## Requirement
Return all lines in the data where the string "roads" can be found.

## Given records
━━━━━━━━
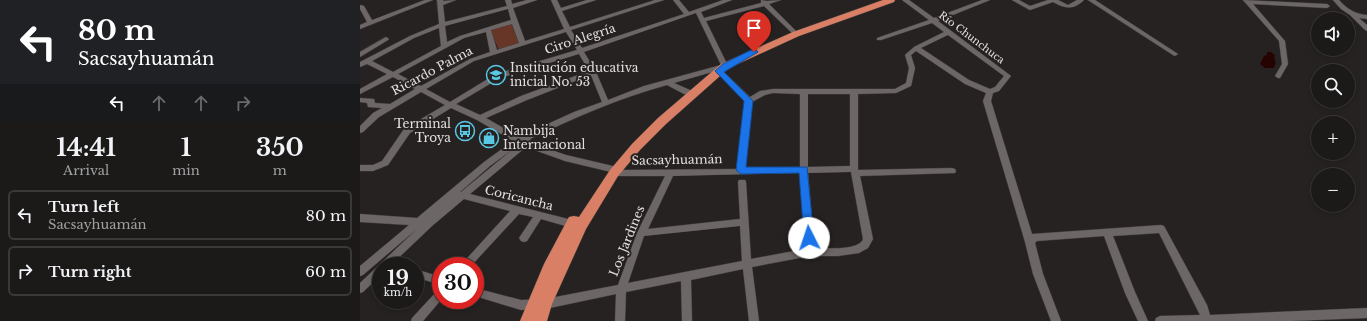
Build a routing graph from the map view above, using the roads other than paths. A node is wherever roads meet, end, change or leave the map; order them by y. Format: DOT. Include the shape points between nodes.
graph roads {
  1 [pos="430,0"];
  2 [pos="453,0"];
  3 [pos="508,0"];
  4 [pos="534,0"];
  5 [pos="554,0"];
  6 [pos="593,0"];
  7 [pos="661,0"];
  8 [pos="676,0"];
  9 [pos="729,0"];
  10 [pos="778,0"];
  11 [pos="891,0"];
  12 [pos="905,0"];
  13 [pos="987,0"];
  14 [pos="1015,0"];
  15 [pos="1054,0"];
  16 [pos="1081,0"];
  17 [pos="1091,0"];
  18 [pos="1336,0"];
  19 [pos="1247,1"];
  20 [pos="441,2"];
  21 [pos="763,2"];
  22 [pos="1327,6"];
  23 [pos="360,7"];
  24 [pos="510,7"];
  25 [pos="560,10"];
  26 [pos="1367,11"];
  27 [pos="698,12"];
  28 [pos="1347,12"];
  29 [pos="687,14"];
  30 [pos="1355,14"];
  31 [pos="1355,15"];
  32 [pos="1367,16"];
  33 [pos="1355,17"];
  34 [pos="704,20"];
  35 [pos="514,21"];
  36 [pos="933,21"];
  37 [pos="370,23"];
  38 [pos="442,24"];
  39 [pos="360,27"];
  40 [pos="488,29"];
  41 [pos="1367,29"];
  42 [pos="568,30"];
  43 [pos="949,32"];
  44 [pos="796,34"];
  45 [pos="879,38"];
  46 [pos="386,39"];
  47 [pos="523,44"];
  48 [pos="444,45"];
  49 [pos="916,48"];
  50 [pos="580,51"];
  51 [pos="494,53"];
  52 [pos="1175,54"];
  53 [pos="360,55"];
  54 [pos="363,63"];
  55 [pos="722,69"];
  56 [pos="593,72"];
  57 [pos="393,74"];
  58 [pos="1278,76"];
  59 [pos="669,83"];
  60 [pos="420,89"];
  61 [pos="360,92"];
  62 [pos="804,92"];
  63 [pos="854,92"];
  64 [pos="990,92"];
  65 [pos="689,94"];
  66 [pos="360,100"];
  67 [pos="749,101"];
  68 [pos="606,102"];
  69 [pos="449,104"];
  70 [pos="390,106"];
  71 [pos="480,118"];
  72 [pos="360,130"];
  73 [pos="522,142"];
  74 [pos="360,168"];
  75 [pos="804,169"];
  76 [pos="613,170"];
  77 [pos="741,170"];
  78 [pos="952,170"];
  79 [pos="854,171"];
  80 [pos="670,174"];
  81 [pos="742,182"];
  82 [pos="453,193"];
  83 [pos="462,196"];
  84 [pos="517,210"];
  85 [pos="539,215"];
  86 [pos="360,218"];
  87 [pos="425,222"];
  88 [pos="745,222"];
  89 [pos="576,225"];
  90 [pos="641,233"];
  91 [pos="1107,233"];
  92 [pos="524,238"];
  93 [pos="1030,242"];
  94 [pos="810,252"];
  95 [pos="379,257"];
  96 [pos="395,257"];
  97 [pos="474,257"];
  98 [pos="372,262"];
  99 [pos="747,264"];
  100 [pos="360,272"];
  101 [pos="686,276"];
  102 [pos="372,279"];
  103 [pos="360,289"];
  104 [pos="622,289"];
  105 [pos="484,295"];
  106 [pos="432,303"];
  107 [pos="539,305"];
  108 [pos="1367,313"];
  109 [pos="1207,320"];
  110 [pos="416,321"];
  111 [pos="528,321"];
  112 [pos="539,321"];
  113 [pos="620,321"];
  114 [pos="687,321"];
  115 [pos="754,321"];
  116 [pos="1056,321"];
  117 [pos="1143,321"];
  118 [pos="1160,321"];
  1 -- 37 [label="street"];
  2 -- 20 [label="street"];
  3 -- 24 [label="street"];
  4 -- 24 [label="street"];
  5 -- 25 [label="street"];
  6 -- 25 [label="street"];
  7 -- 42 [label="street, Ricardo Palma"];
  8 -- 29 [label="street"];
  9 -- 27 [label="street, Ciro Alegría"];
  10 -- 21 [label="street"];
  11 -- 44 [label="highway"];
  12 -- 36 [label="street, Río Chunchuca"];
  13 -- 36 [label="street"];
  14 -- 15 [label="street" via="1030,8"];
  15 -- 16 [label="street" via="1070,7"];
  17 -- 52 [label="street"];
  18 -- 28 [label="street"];
  19 -- 22 [label="street"];
  19 -- 58 [label="street" via="1282,41 1285,64"];
  20 -- 38 [label="street"];
  21 -- 34 [label="street"];
  21 -- 44 [label="street"];
  23 -- 37 [label="street"];
  24 -- 35 [label="street"];
  24 -- 38 [label="street"];
  25 -- 42 [label="street"];
  26 -- 30 [label="street"];
  27 -- 29 [label="street, Ciro Alegría"];
  27 -- 34 [label="street"];
  29 -- 50 [label="street, Ciro Alegría"];
  31 -- 32 [label="street"];
  33 -- 41 [label="street"];
  34 -- 55 [label="street"];
  35 -- 40 [label="street"];
  35 -- 47 [label="street"];
  36 -- 43 [label="street, Río Chunchuca"];
  36 -- 45 [label="street"];
  37 -- 39 [label="street"];
  38 -- 48 [label="street"];
  38 -- 54 [label="street"];
  40 -- 48 [label="street"];
  40 -- 51 [label="street"];
  42 -- 47 [label="street, Ricardo Palma"];
  42 -- 50 [label="street"];
  43 -- 49 [label="street"];
  43 -- 64 [label="street, Río Chunchuca" via="1008,76"];
  44 -- 55 [label="highway"];
  46 -- 53 [label="street"];
  47 -- 51 [label="street, Ricardo Palma"];
  48 -- 57 [label="street"];
  49 -- 63 [label="street" via="908,55 912,68 911,77 909,84 904,88 896,91"];
  49 -- 64 [label="street" via="967,82"];
  50 -- 56 [label="street"];
  50 -- 69 [label="street, Ciro Alegría" via="498,76"];
  51 -- 60 [label="street, Ricardo Palma" via="472,60"];
  54 -- 57 [label="street, Sacsayhuamán"];
  55 -- 59 [label="street"];
  55 -- 65 [label="highway"];
  55 -- 67 [label="street"];
  56 -- 68 [label="street"];
  56 -- 71 [label="street"];
  57 -- 60 [label="street, Sacsayhuamán"];
  57 -- 61 [label="street"];
  59 -- 65 [label="street"];
  59 -- 68 [label="street"];
  60 -- 69 [label="street, Sacsayhuamán"];
  60 -- 70 [label="street, Ricardo Palma"];
  62 -- 63 [label="street"];
  62 -- 67 [label="street" via="773,91"];
  62 -- 75 [label="street"];
  63 -- 79 [label="street"];
  64 -- 93 [label="street" via="987,101"];
  65 -- 76 [label="highway"];
  66 -- 70 [label="street" via="372,101 371,105 374,106"];
  67 -- 77 [label="street"];
  68 -- 73 [label="street" via="576,114"];
  69 -- 71 [label="street, Sacsayhuamán"];
  69 -- 74 [label="street, Ciro Alegría" via="404,134 385,163 372,168"];
  70 -- 72 [label="street, Ricardo Palma"];
  71 -- 73 [label="street, Sacsayhuamán"];
  73 -- 76 [label="street, Sacsayhuamán" via="565,158"];
  73 -- 82 [label="street" via="487,164"];
  73 -- 83 [label="street"];
  75 -- 77 [label="street, Sacsayhuamán"];
  75 -- 79 [label="street, Sacsayhuamán"];
  75 -- 94 [label="street"];
  76 -- 80 [label="street, Sacsayhuamán"];
  76 -- 89 [label="highway"];
  77 -- 80 [label="street, Sacsayhuamán"];
  78 -- 79 [label="street, Sacsayhuamán"];
  79 -- 94 [label="street" via="867,244 862,248"];
  80 -- 90 [label="street, Los Jardines"];
  81 -- 88 [label="street"];
  82 -- 83 [label="street, Coricancha"];
  82 -- 87 [label="street"];
  83 -- 84 [label="street, Coricancha"];
  83 -- 87 [label="street"];
  84 -- 85 [label="street, Coricancha"];
  84 -- 97 [label="street"];
  85 -- 89 [label="street, Coricancha"];
  85 -- 92 [label="street"];
  86 -- 87 [label="street"];
  87 -- 95 [label="street"];
  87 -- 96 [label="street"];
  88 -- 90 [label="street"];
  88 -- 99 [label="street"];
  89 -- 107 [label="highway"];
  90 -- 104 [label="street, Los Jardines"];
  91 -- 93 [label="street" via="1036,237"];
  91 -- 109 [label="street" via="1161,230"];
  91 -- 117 [label="street"];
  93 -- 116 [label="street" via="1038,274"];
  94 -- 99 [label="street"];
  98 -- 100 [label="street"];
  99 -- 101 [label="street"];
  99 -- 115 [label="street"];
  101 -- 104 [label="street"];
  101 -- 114 [label="street"];
  102 -- 103 [label="street"];
  104 -- 107 [label="street"];
  104 -- 113 [label="street, Los Jardines"];
  105 -- 107 [label="street" via="521,305"];
  106 -- 110 [label="street"];
  107 -- 111 [label="highway"];
  107 -- 112 [label="highway"];
  108 -- 109 [label="street"];
  109 -- 118 [label="street"];
}
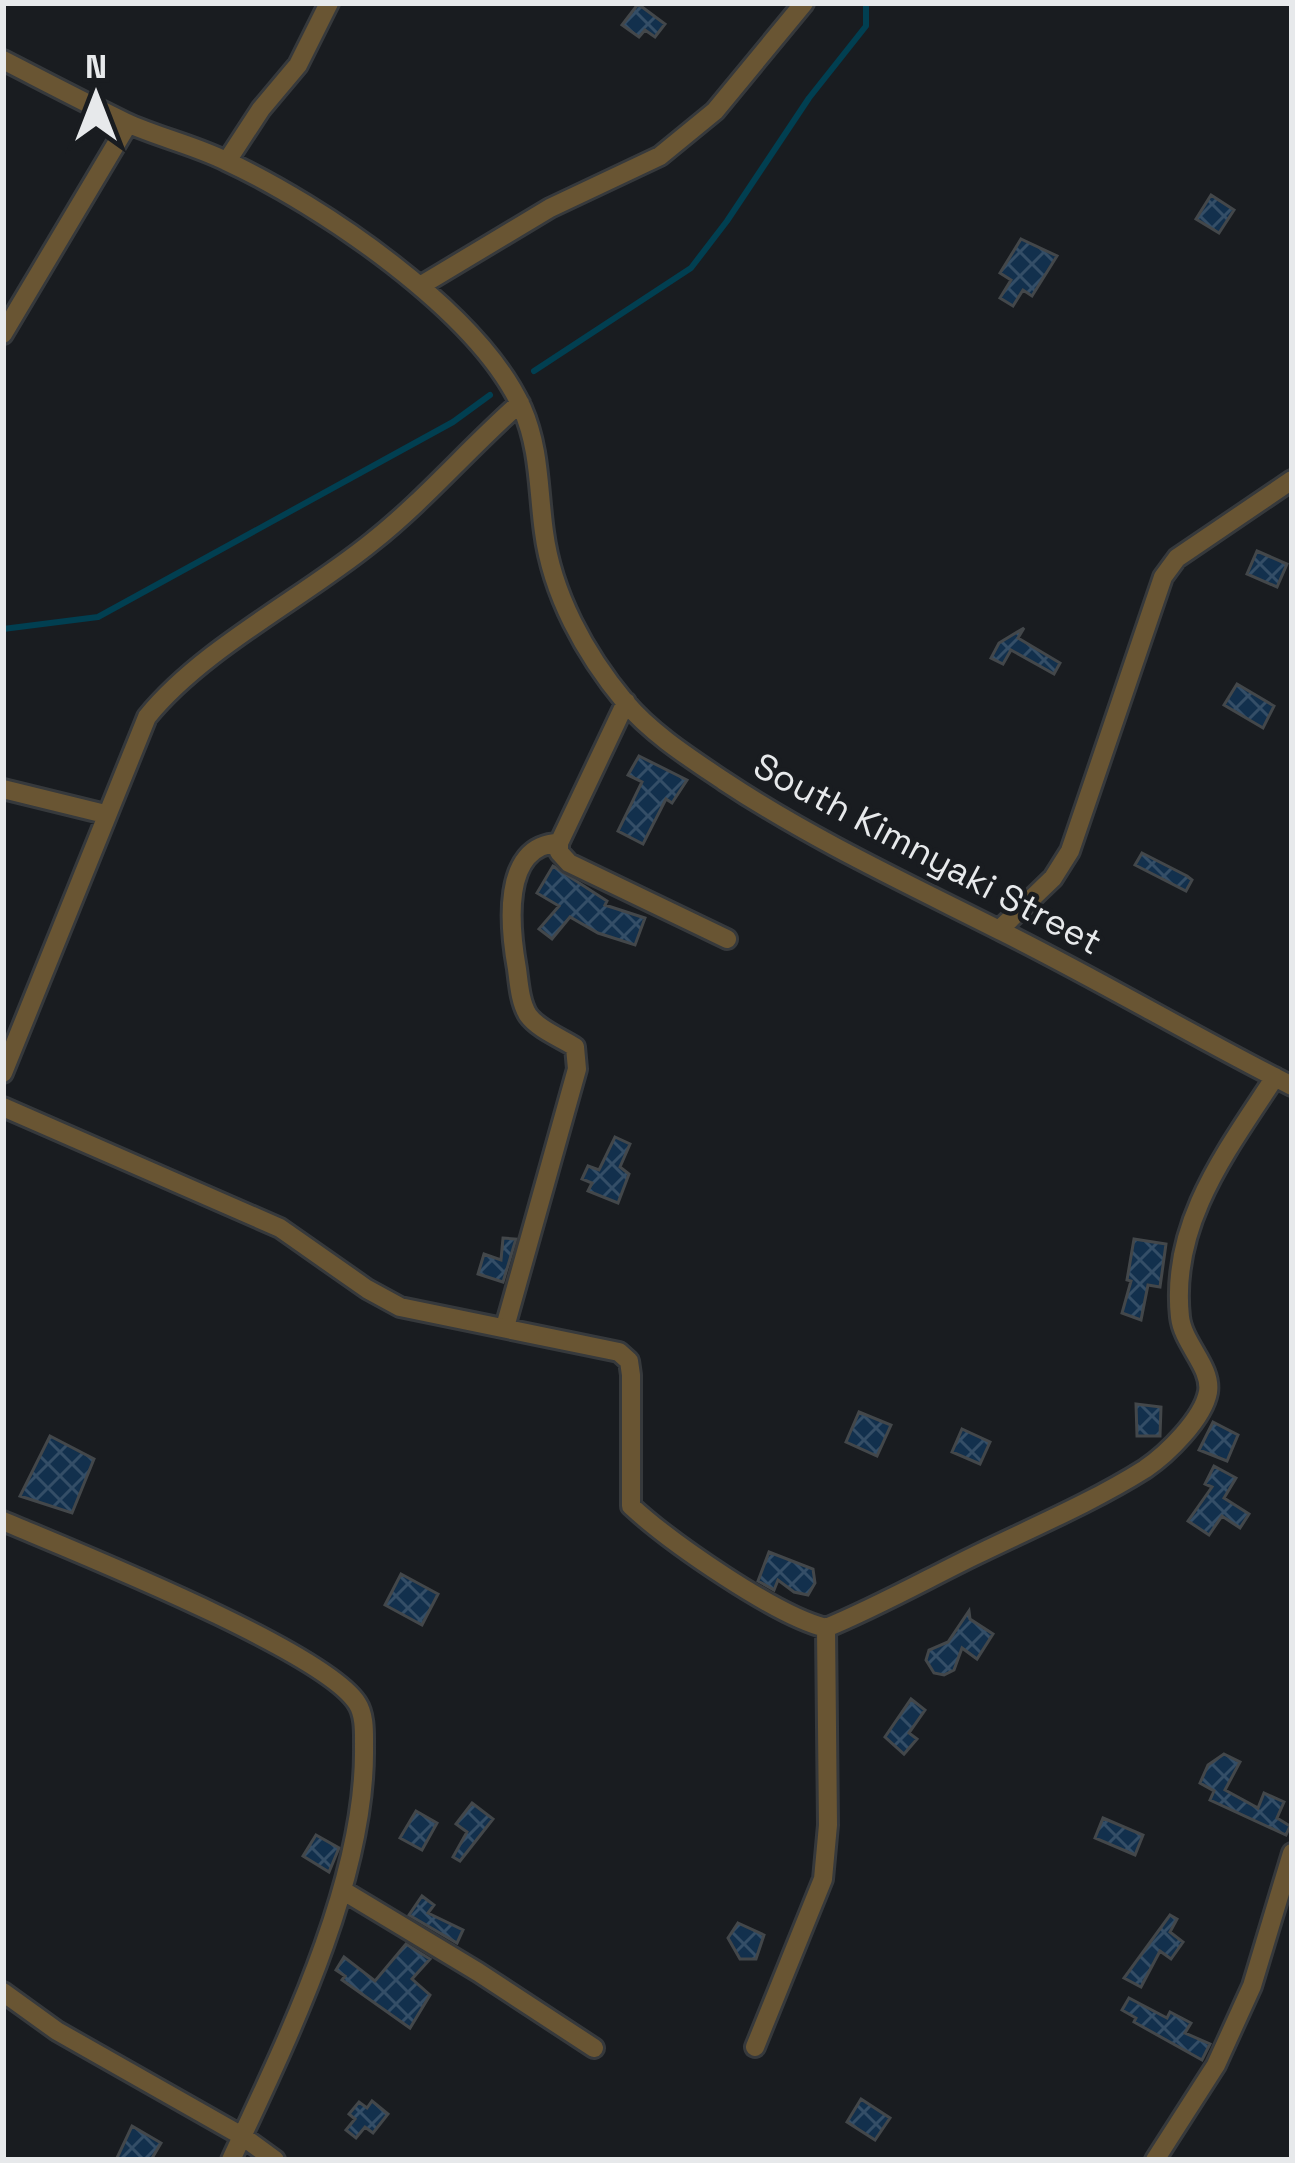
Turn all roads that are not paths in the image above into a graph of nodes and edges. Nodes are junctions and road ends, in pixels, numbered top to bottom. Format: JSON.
{"nodes":[{"id":1,"x":329,"y":3,"type":"edge"},
{"id":2,"x":804,"y":3,"type":"edge"},
{"id":3,"x":3,"y":60,"type":"edge"},
{"id":4,"x":128,"y":124,"type":"junction"},
{"id":5,"x":226,"y":160,"type":"junction"},
{"id":6,"x":420,"y":286,"type":"junction"},
{"id":7,"x":3,"y":334,"type":"edge"},
{"id":8,"x":520,"y":403,"type":"junction"},
{"id":9,"x":1292,"y":480,"type":"edge"},
{"id":10,"x":626,"y":702,"type":"junction"},
{"id":11,"x":3,"y":789,"type":"edge"},
{"id":12,"x":105,"y":814,"type":"junction"},
{"id":13,"x":559,"y":843,"type":"junction"},
{"id":14,"x":999,"y":930,"type":"junction"},
{"id":15,"x":727,"y":939,"type":"dead end"},
{"id":16,"x":3,"y":1073,"type":"edge"},
{"id":17,"x":1283,"y":1081,"type":"edge"},
{"id":18,"x":3,"y":1107,"type":"edge"},
{"id":19,"x":505,"y":1327,"type":"junction"},
{"id":20,"x":3,"y":1521,"type":"edge"},
{"id":21,"x":826,"y":1628,"type":"junction"},
{"id":22,"x":1292,"y":1853,"type":"edge"},
{"id":23,"x":342,"y":1890,"type":"junction"},
{"id":24,"x":3,"y":1992,"type":"edge"},
{"id":25,"x":755,"y":2047,"type":"dead end"},
{"id":26,"x":594,"y":2048,"type":"dead end"},
{"id":27,"x":242,"y":2136,"type":"junction"},
{"id":28,"x":231,"y":2160,"type":"edge"},
{"id":29,"x":275,"y":2160,"type":"edge"},
{"id":30,"x":1155,"y":2160,"type":"edge"}],
"edges":[{"from":1,"to":5,"type":"street"},
{"from":2,"to":6,"type":"street"},
{"from":3,"to":4,"type":"street","name":"South Kimnyaki Street"},
{"from":4,"to":5,"type":"street","name":"South Kimnyaki Street"},
{"from":4,"to":7,"type":"street"},
{"from":5,"to":6,"type":"street","name":"South Kimnyaki Street"},
{"from":6,"to":8,"type":"street","name":"South Kimnyaki Street"},
{"from":8,"to":10,"type":"street","name":"South Kimnyaki Street"},
{"from":8,"to":12,"type":"street"},
{"from":9,"to":14,"type":"street"},
{"from":10,"to":13,"type":"street"},
{"from":10,"to":14,"type":"street","name":"South Kimnyaki Street"},
{"from":11,"to":12,"type":"street"},
{"from":12,"to":16,"type":"street"},
{"from":13,"to":15,"type":"street"},
{"from":13,"to":19,"type":"street"},
{"from":14,"to":17,"type":"street","name":"South Kimnyaki Street"},
{"from":17,"to":21,"type":"street"},
{"from":18,"to":19,"type":"street"},
{"from":19,"to":21,"type":"street"},
{"from":20,"to":23,"type":"street"},
{"from":21,"to":25,"type":"street"},
{"from":22,"to":30,"type":"street"},
{"from":23,"to":26,"type":"street"},
{"from":23,"to":27,"type":"street"},
{"from":24,"to":27,"type":"street"},
{"from":27,"to":28,"type":"street"},
{"from":27,"to":29,"type":"street"}]}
━━━━━━━━
## Written response
Build a routing graph from the map view above, using the roads other than paths. A node is wherever roads meet, end, change or leave the map; order them by y. Format: DOT. Include the shape points between nodes.
graph roads {
Turn all roads that are not paths in the image above into a graph of nodes and edges. Nodes are junctions and road ends, in pixels, numbered top to bottom. Format: JSON.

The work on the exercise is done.